Все понимающе смолчали.
Напрочь отказавшись от водки, она и винца-то молдавского лишь чуть отпила. Поначалу я думал, что невесела она средь нас, уже разгоряченных, лишь по этой причине. Жора ее печаль понял быстрей и глубже всех, потому, видать, решил сменить тему и предложил:
— А давайте — стихи по кругу! Как в нашей студии когда-то!.. Начинай, Марина!
Но та читать отказалась: рукописи, дескать, не захватила, а новые материнские заботы изрядно подточили память… Зато повелела начать «поэтический круг» с меня.
Конечно, я прочитал новое, самое свежее, написанное, а верней, без громких слов, выстраданное минувшей ночью стихотворение, где Вовка Антух, ночь, метель…
Бывают и у посредственностей триумфы: ребята, хоть почти еще не пьяны, полезли руки жать, обниматься. А Маринка сказала:
— Ты мне, Костя, это стихотворение оставь. Мне надо…
И слова эти я принял как великую похвалу. Да это и была, насколько помню, величайшая Маринкина похвала. Правда, теперь думаю: может, не столь уж тронули ее поэтические достоинства моих строк, сколько заключенная в них тоска, так созвучная настрою ее души…
Впрочем, хандру свою она старалась не выказывать, казалось, рада была бы сидеть в этой теплой компании и до утра, если бы не Дашутка… Стихи слушала с особенной страстью, видать, соскучилась по поэтической вольнице.

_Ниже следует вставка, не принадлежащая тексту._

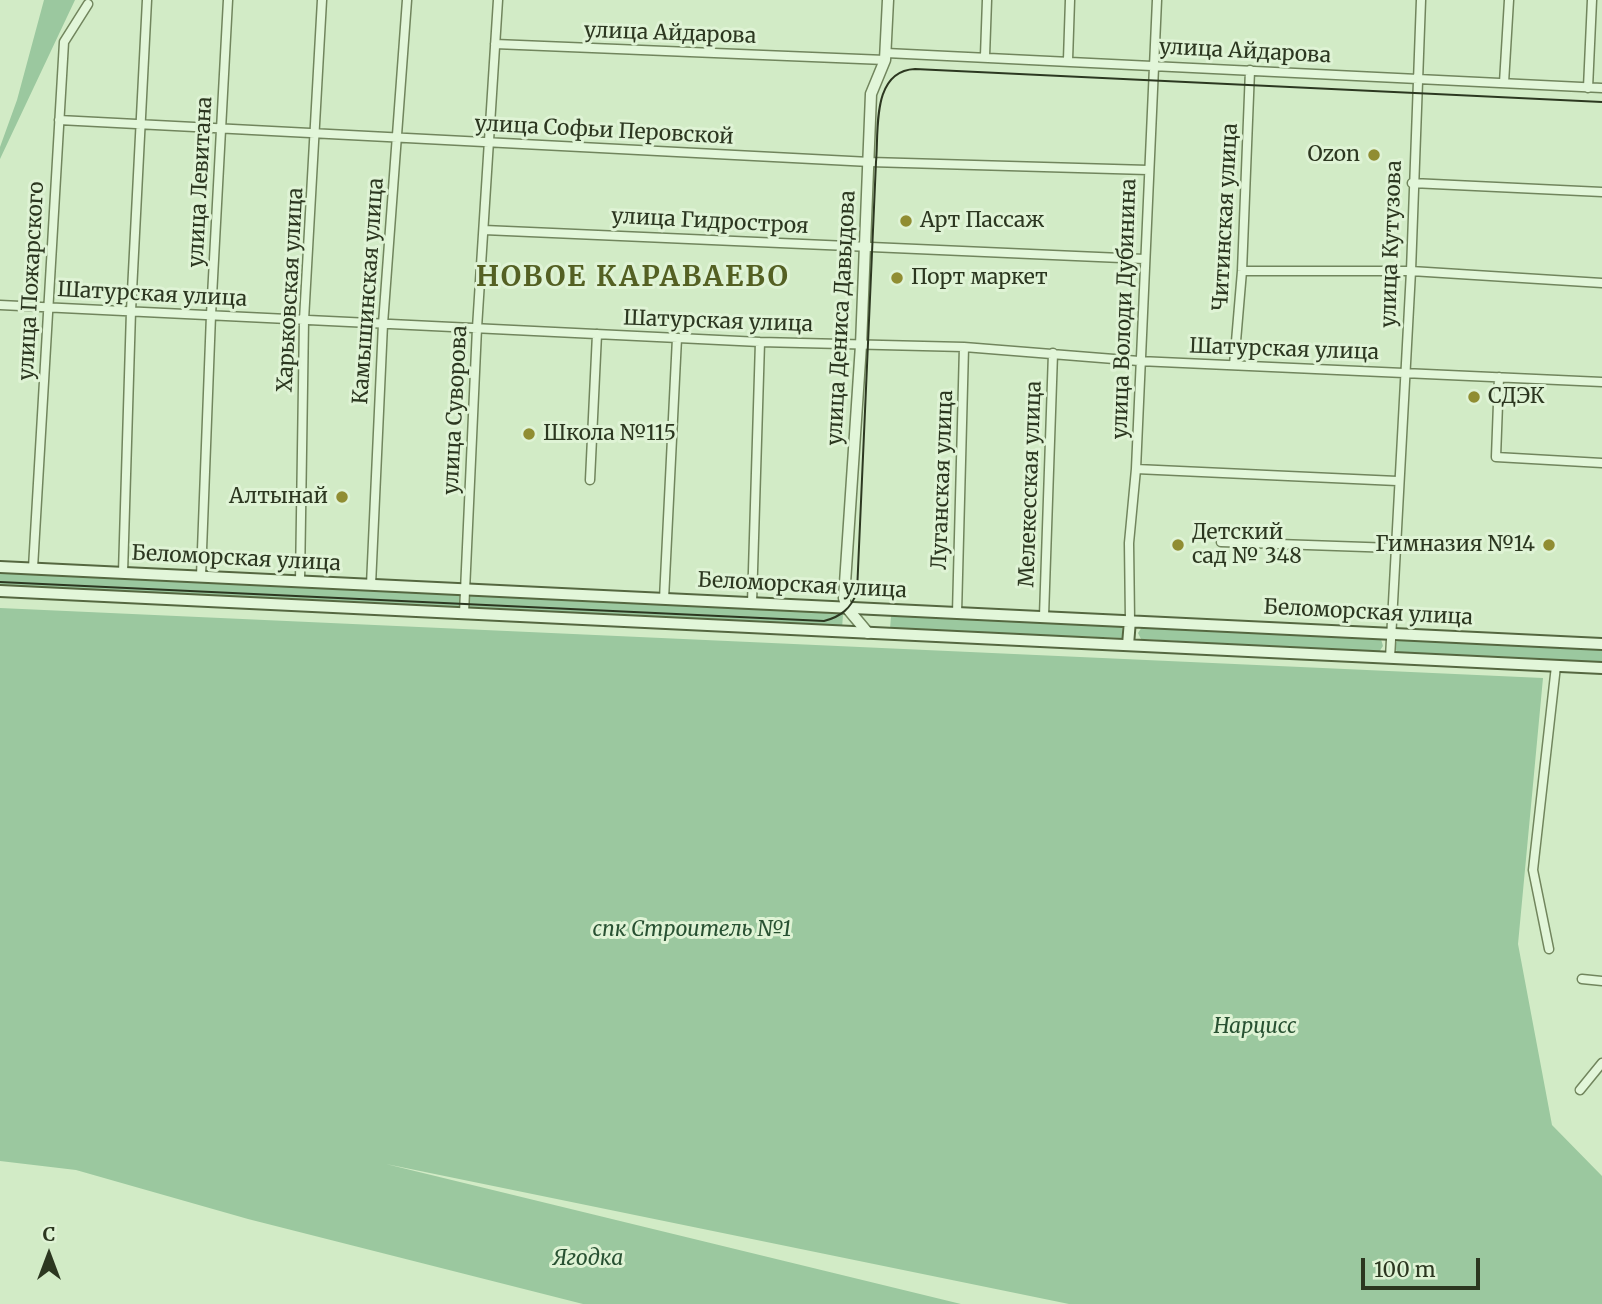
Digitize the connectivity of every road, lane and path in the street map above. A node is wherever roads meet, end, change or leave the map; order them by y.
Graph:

Жора читал из своей «Дьяволиады». Запомнилось:
Дьявол за руку тянет меня.
Я оглядываюсь на свет.
Утешаю себя: «Фигня,
Никакого дьявола нет».
Вон, значит, как! Такой благополучный с виду Жора, недавно женившийся, совсем недавно ставший отцом (только потому мы и не у него собрались, а у Сорокина), такой вроде пробивной и предприимчивый, открывший в этом году книготорговую фирму («С перспективой, кстати, издания литературного журнала!»), такой, казалось бы, неунывающий добряк Жора — влеком дьяволом!
Что если Сатана является к нему, как ко мне — Лот и Овидий? Тогда Жорке гораздо хреновей!

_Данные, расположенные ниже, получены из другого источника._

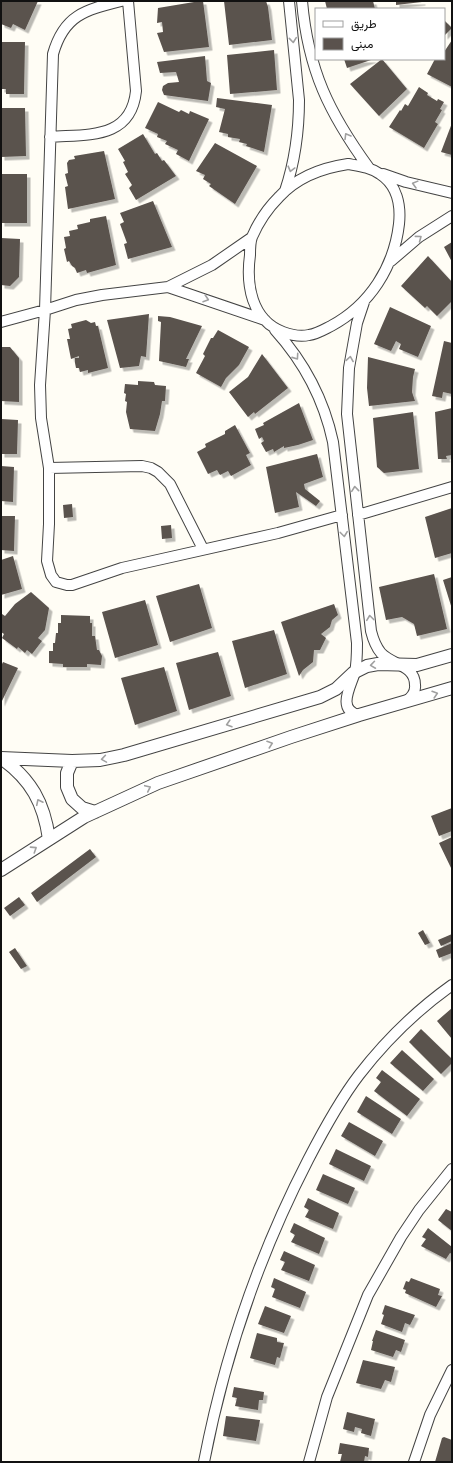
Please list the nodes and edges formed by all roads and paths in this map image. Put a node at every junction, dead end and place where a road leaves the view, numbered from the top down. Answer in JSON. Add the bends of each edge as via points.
{"nodes":[{"id":1,"x":121,"y":1,"type":"edge"},
{"id":2,"x":128,"y":1,"type":"edge"},
{"id":3,"x":289,"y":1,"type":"edge"},
{"id":4,"x":302,"y":1,"type":"edge"},
{"id":5,"x":50,"y":137,"type":"junction"},
{"id":6,"x":369,"y":168,"type":"junction"},
{"id":7,"x":379,"y":173,"type":"junction"},
{"id":8,"x":284,"y":192,"type":"junction"},
{"id":9,"x":452,"y":193,"type":"edge"},
{"id":10,"x":452,"y":216,"type":"edge"},
{"id":11,"x":251,"y":238,"type":"junction"},
{"id":12,"x":389,"y":263,"type":"junction"},
{"id":13,"x":168,"y":287,"type":"junction"},
{"id":14,"x":364,"y":301,"type":"junction"},
{"id":15,"x":45,"y":310,"type":"junction"},
{"id":16,"x":1,"y":322,"type":"edge"},
{"id":17,"x":268,"y":323,"type":"junction"},
{"id":18,"x":49,"y":468,"type":"junction"},
{"id":19,"x":452,"y":487,"type":"edge"},
{"id":20,"x":342,"y":515,"type":"junction"},
{"id":21,"x":358,"y":515,"type":"junction"},
{"id":22,"x":203,"y":549,"type":"junction"},
{"id":23,"x":452,"y":655,"type":"edge"},
{"id":24,"x":401,"y":666,"type":"junction"},
{"id":25,"x":355,"y":671,"type":"junction"},
{"id":26,"x":452,"y":688,"type":"edge"},
{"id":27,"x":405,"y":702,"type":"junction"},
{"id":28,"x":359,"y":715,"type":"junction"},
{"id":29,"x":1,"y":758,"type":"edge"},
{"id":30,"x":72,"y":761,"type":"junction"},
{"id":31,"x":95,"y":812,"type":"junction"},
{"id":32,"x":49,"y":839,"type":"junction"},
{"id":33,"x":1,"y":870,"type":"edge"},
{"id":34,"x":452,"y":985,"type":"edge"},
{"id":35,"x":452,"y":1169,"type":"edge"},
{"id":36,"x":452,"y":1370,"type":"edge"},
{"id":37,"x":204,"y":1462,"type":"edge"},
{"id":38,"x":310,"y":1462,"type":"edge"},
{"id":39,"x":414,"y":1462,"type":"edge"}],
"edges":[{"from":1,"to":5,"type":"street","via":[[90,9],[79,15],[69,22],[56,42],[52,66]]},
{"from":2,"to":5,"type":"street","via":[[136,91],[128,116],[122,123],[106,132]]},
{"from":3,"to":8,"type":"street","one_way":true,"via":[[299,116],[293,165]]},
{"from":6,"to":4,"type":"street","one_way":true,"via":[[341,126],[322,91],[310,53]]},
{"from":5,"to":15,"type":"street"},
{"from":6,"to":7,"type":"street"},
{"from":6,"to":8,"type":"street","via":[[348,164],[329,167],[299,180]]},
{"from":9,"to":7,"type":"street","one_way":true},
{"from":7,"to":12,"type":"street","via":[[396,192],[400,209],[398,233]]},
{"from":8,"to":11,"type":"street","via":[[271,206]]},
{"from":12,"to":10,"type":"street","one_way":true,"via":[[419,237]]},
{"from":11,"to":13,"type":"street","via":[[212,265]]},
{"from":11,"to":17,"type":"street","via":[[248,265],[250,291],[255,306]]},
{"from":12,"to":14,"type":"street"},
{"from":13,"to":15,"type":"street","via":[[102,295]]},
{"from":13,"to":17,"type":"street","one_way":true},
{"from":14,"to":17,"type":"street","via":[[339,321],[310,335],[290,334]]},
{"from":21,"to":14,"type":"street","one_way":true,"via":[[349,437],[347,391],[352,346]]},
{"from":15,"to":16,"type":"street"},
{"from":15,"to":18,"type":"street","via":[[40,412]]},
{"from":17,"to":20,"type":"street","one_way":true,"via":[[290,347],[305,370],[325,411],[333,442]]},
{"from":18,"to":22,"type":"street","via":[[142,466],[155,470],[170,484]]},
{"from":18,"to":22,"type":"street","via":[[47,561],[56,582],[72,585],[113,571]]},
{"from":19,"to":21,"type":"street"},
{"from":20,"to":22,"type":"street","via":[[239,543]]},
{"from":20,"to":25,"type":"street","one_way":true,"via":[[357,643]]},
{"from":24,"to":21,"type":"street","one_way":true,"via":[[384,655],[373,639]]},
{"from":23,"to":24,"type":"street","via":[[417,665]]},
{"from":24,"to":25,"type":"street","one_way":true,"via":[[372,665]]},
{"from":24,"to":27,"type":"street","via":[[411,672],[416,683],[413,694]]},
{"from":25,"to":28,"type":"street","via":[[346,704],[351,712]]},
{"from":25,"to":30,"type":"street","one_way":true,"via":[[336,689],[320,697],[124,755],[100,760]]},
{"from":27,"to":26,"type":"street","one_way":true},
{"from":27,"to":28,"type":"street"},
{"from":31,"to":28,"type":"street","one_way":true,"via":[[158,783]]},
{"from":29,"to":30,"type":"street"},
{"from":32,"to":29,"type":"street","one_way":true,"via":[[42,807],[35,793],[26,780]]},
{"from":30,"to":31,"type":"street","via":[[67,773],[67,787],[72,799],[82,808]]},
{"from":31,"to":32,"type":"street"},
{"from":33,"to":32,"type":"street","one_way":true},
{"from":34,"to":37,"type":"street","via":[[407,1022],[382,1048],[338,1105],[315,1147],[282,1214],[238,1328],[215,1409]]},
{"from":35,"to":38,"type":"street","via":[[401,1237],[368,1296],[327,1397]]},
{"from":36,"to":39,"type":"street","via":[[430,1415]]}]}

А в нем и в самом, кстати, что-то демоническое есть, в облике ярко-иудейском. И стихи яркие, при всей мрачности…
Что читали другие — не запомнил, нечто общелирическое, с потугой на новизну. На этом фоне выгодно выделился хозяин: Толя Сорокин решил тряхнуть стариной и прочитал «самодельные, из давнишних». Там были и сбои ритма, и не совсем точные рифмы, но был и запоминающийся смысл: как негативы на просушку, развешиваю былые дни, прицепляя деревянными прищепками к бельевой веревке, разглядываю: белым стало черное, а белое — темно…

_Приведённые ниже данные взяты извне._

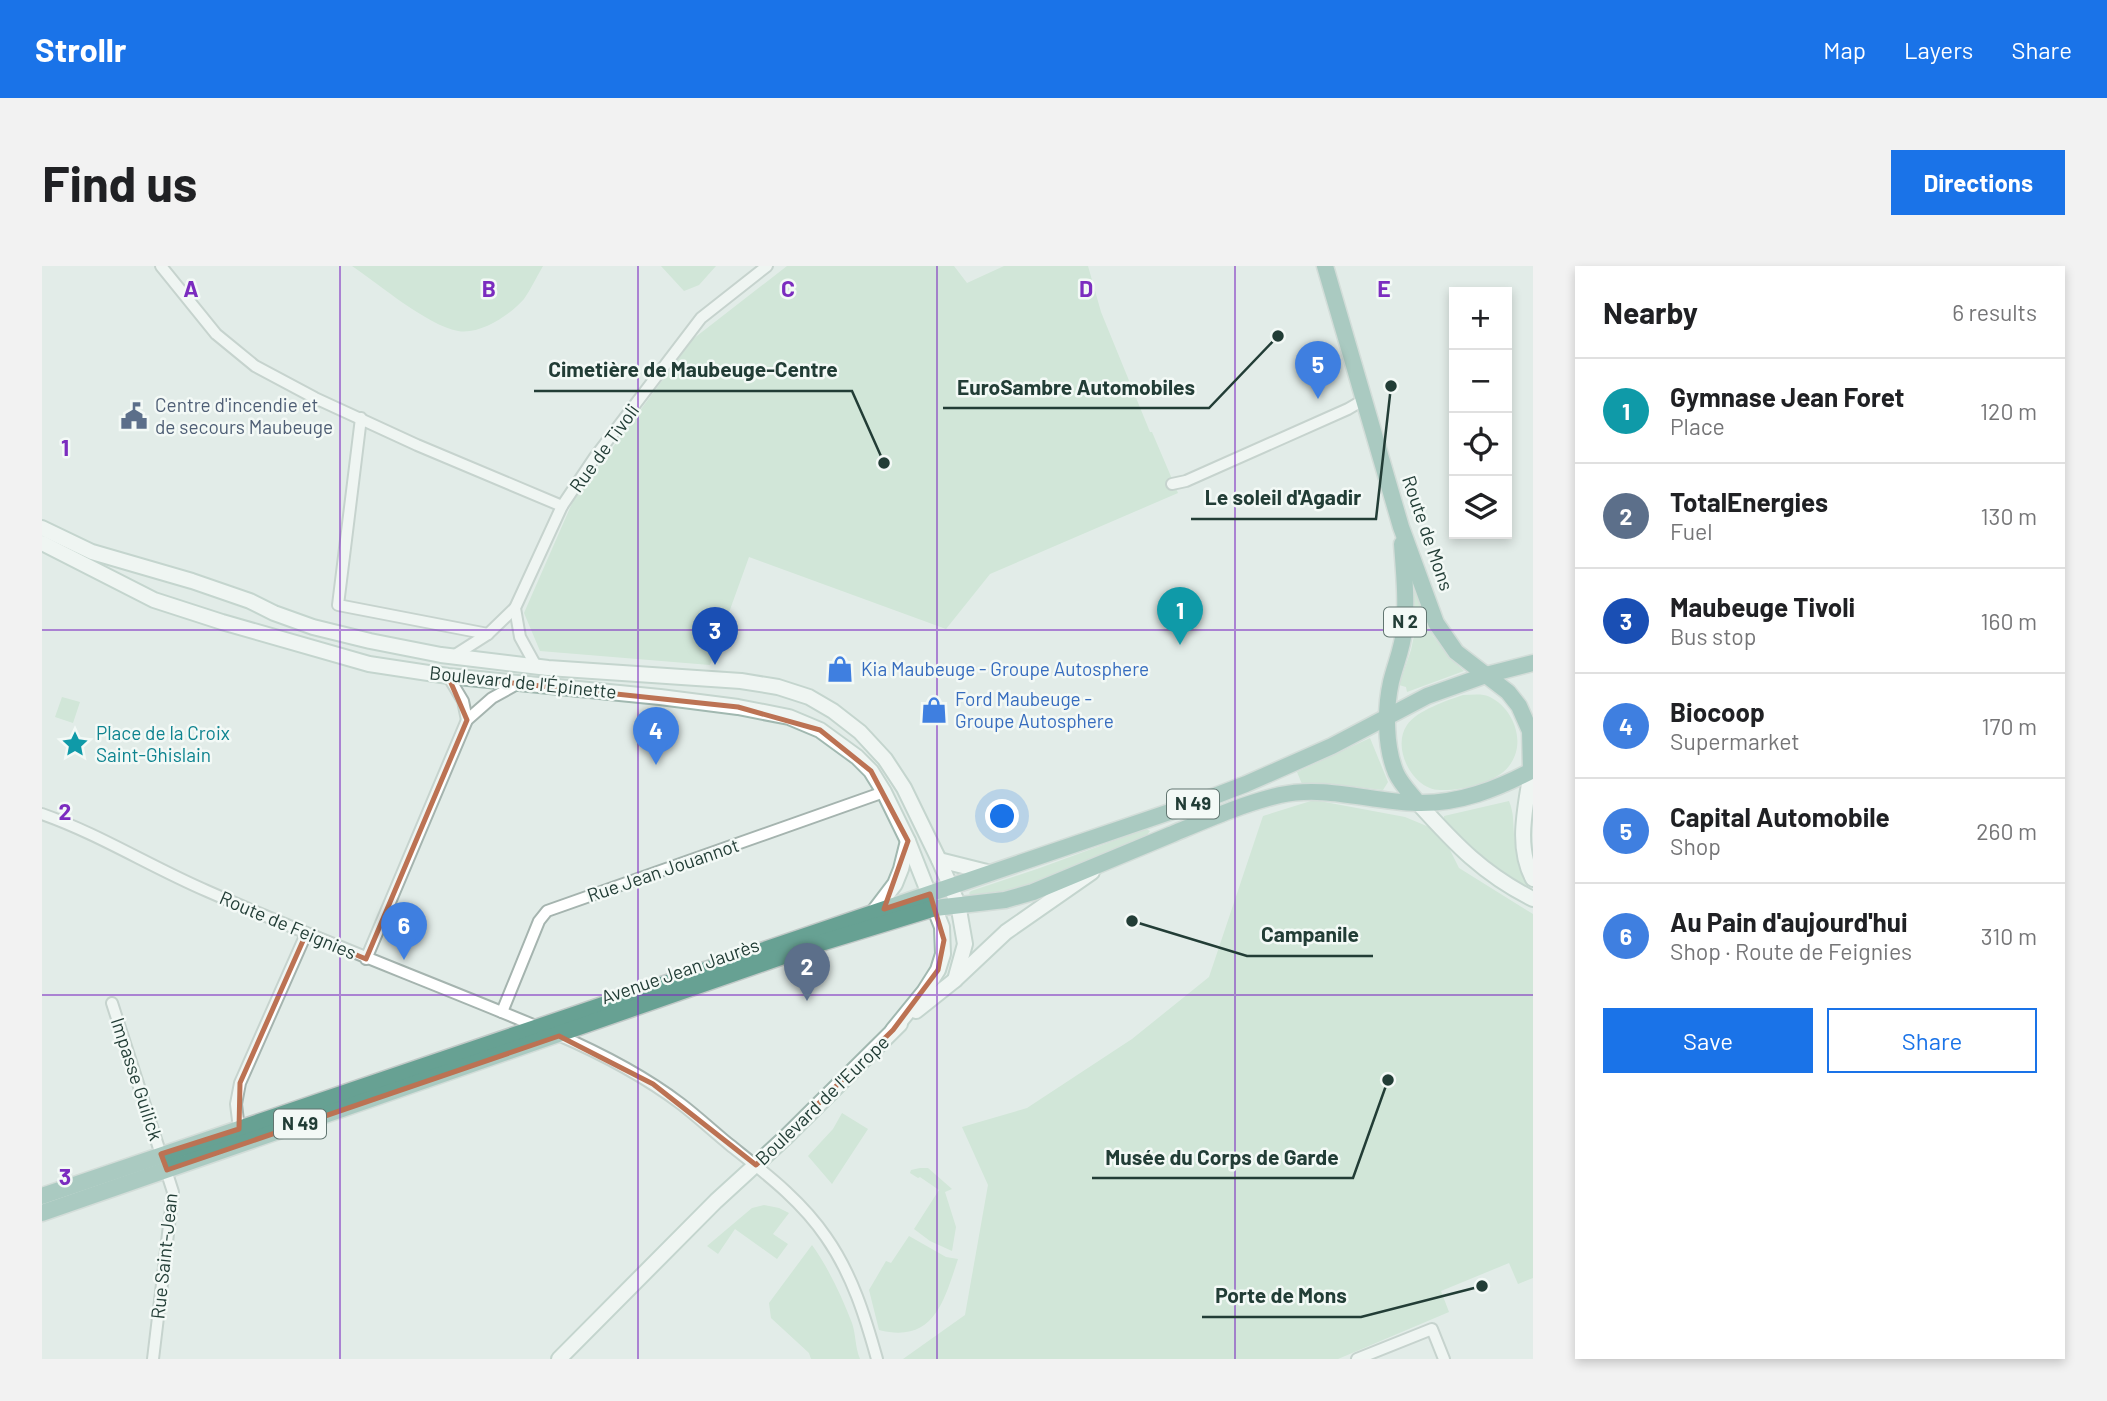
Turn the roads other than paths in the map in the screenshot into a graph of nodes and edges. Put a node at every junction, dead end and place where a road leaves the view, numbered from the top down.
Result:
1 (161, 266) edge
2 (766, 266) edge
3 (1325, 266) edge
4 (1365, 399) junction
5 (361, 418) junction
6 (1172, 484) dead end
7 (562, 506) junction
8 (1401, 527) junction
9 (42, 528) edge
10 (42, 543) edge
11 (515, 608) junction
12 (488, 634) junction
13 (452, 657) junction
14 (1533, 663) edge
15 (536, 666) junction
16 (1486, 675) junction
17 (448, 676) junction
18 (520, 683) junction
19 (1388, 715) junction
20 (467, 720) junction
21 (1532, 770) edge
22 (884, 792) junction
23 (1418, 803) junction
24 (42, 814) edge
25 (908, 841) junction
26 (939, 860) junction
27 (1105, 863) junction
28 (990, 873) junction
29 (1533, 879) edge
30 (951, 887) junction
31 (1533, 899) edge
32 (933, 901) junction
33 (958, 904) junction
34 (873, 913) junction
35 (306, 934) junction
36 (366, 958) junction
37 (955, 980) junction
38 (113, 1003) dead end
39 (502, 1012) junction
40 (537, 1027) junction
41 (893, 1030) junction
42 (559, 1035) junction
43 (239, 1129) junction
44 (164, 1162) junction
45 (755, 1165) junction
46 (42, 1196) edge
47 (42, 1213) edge
48 (153, 1359) edge
49 (559, 1359) edge
50 (877, 1359) edge
51 (1357, 1359) edge
52 (1444, 1359) edge

1 - 5 street
2 - 7 street, Rue de Tivoli
3 - 4 main road, Route de Mons / N 2
4 - 6 street
4 - 8 main road, Route de Mons / N 2
5 - 7 street
5 - 12 street
7 - 11 street, Rue de Tivoli
8 - 16 main road, Route de Mons / N 2
8 - 19 main road, N 2
9 - 13 street, Boulevard de l'Épinette
10 - 17 street, Boulevard de l'Épinette
11 - 12 street
11 - 15 street
12 - 13 street
13 - 15 street, Boulevard de l'Épinette
14 - 16 main road
15 - 26 street, Boulevard de l'Épinette
16 - 19 main road
16 - 21 main road, N 2
17 - 18 street, Boulevard de l'Épinette
17 - 20 street
18 - 20 street
18 - 22 street, Boulevard de l'Épinette
19 - 23 main road, N 2
19 - 28 main road, Avenue Jean Jaurès / N 49
20 - 36 street
21 - 23 main road
21 - 29 street
22 - 25 street, Boulevard de l'Épinette
22 - 39 street, Rue Jean Jouannot
23 - 27 main road, Avenue Jean Jaurès / N 49
23 - 31 street
24 - 35 street, Route de Feignies
25 - 32 street, Boulevard de l'Épinette
25 - 34 street
26 - 28 street
26 - 30 street, Boulevard de l'Épinette
27 - 33 main road, Avenue Jean Jaurès / N 49
27 - 37 street, Boulevard de l'Europe
28 - 30 main road, Avenue Jean Jaurès / N 49
30 - 32 main road, Avenue Jean Jaurès / N 49
30 - 33 street, Boulevard de l'Épinette
32 - 33 main road, Avenue Jean Jaurès / N 49
32 - 34 main road, Avenue Jean Jaurès / N 49
32 - 41 street, Boulevard de l'Épinette
32 - 42 main road, Avenue Jean Jaurès / N 49
33 - 37 street, Boulevard de l'Épinette
34 - 40 main road, Avenue Jean Jaurès / N 49
35 - 36 street, Route de Feignies
35 - 43 street
36 - 39 street, Route de Feignies
37 - 41 street, Boulevard de l'Europe
38 - 44 street, Impasse Guilick
39 - 40 street, Route de Feignies
40 - 42 street, Route de Feignies
40 - 43 main road, Avenue Jean Jaurès / N 49
41 - 45 street, Boulevard de l'Europe
42 - 44 main road, Avenue Jean Jaurès / N 49
42 - 45 street, Route de Feignies
43 - 44 main road, Avenue Jean Jaurès / N 49
44 - 46 main road, Avenue Jean Jaurès / N 49
44 - 47 main road, Avenue Jean Jaurès / N 49
44 - 48 street, Rue Saint-Jean
45 - 49 street, Boulevard de l'Europe
45 - 50 street, Route de Feignies
51 - 52 street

Каждое стихотворение, разумеется, обмывалось. И вскоре запас спиртного сошел на нет. «А где у вас цыгане торгуют?» — спросил я по привычке. «А у нас таксисты по ночам «цыганами» работают!..» — со смехом ответили ребята, и минут через пятнадцать два эстетствующих стихотворца принесли «белоголовочку». Под нее Маринка повелела читать о любви. Слово женщины — закон.
Читали. Все стихи были грустными, как на подбор, печальными, даже горькими. Словно за столом сидели закоренелые неудачники в любви. И я такое же прочел. Толком не знаю, кому это стихотворение посвятил. Скорее всего, Елене, хотя прямых поводов и причин к тому не было…
Легкое молдавское винишко на Маринку все же подействовало, развязался язык, а он у нее острей бритвы:
— Хоть бы ты, Костик, этому импотентскому нытью не подскуливал! Скулы сводит!.. Давай другое!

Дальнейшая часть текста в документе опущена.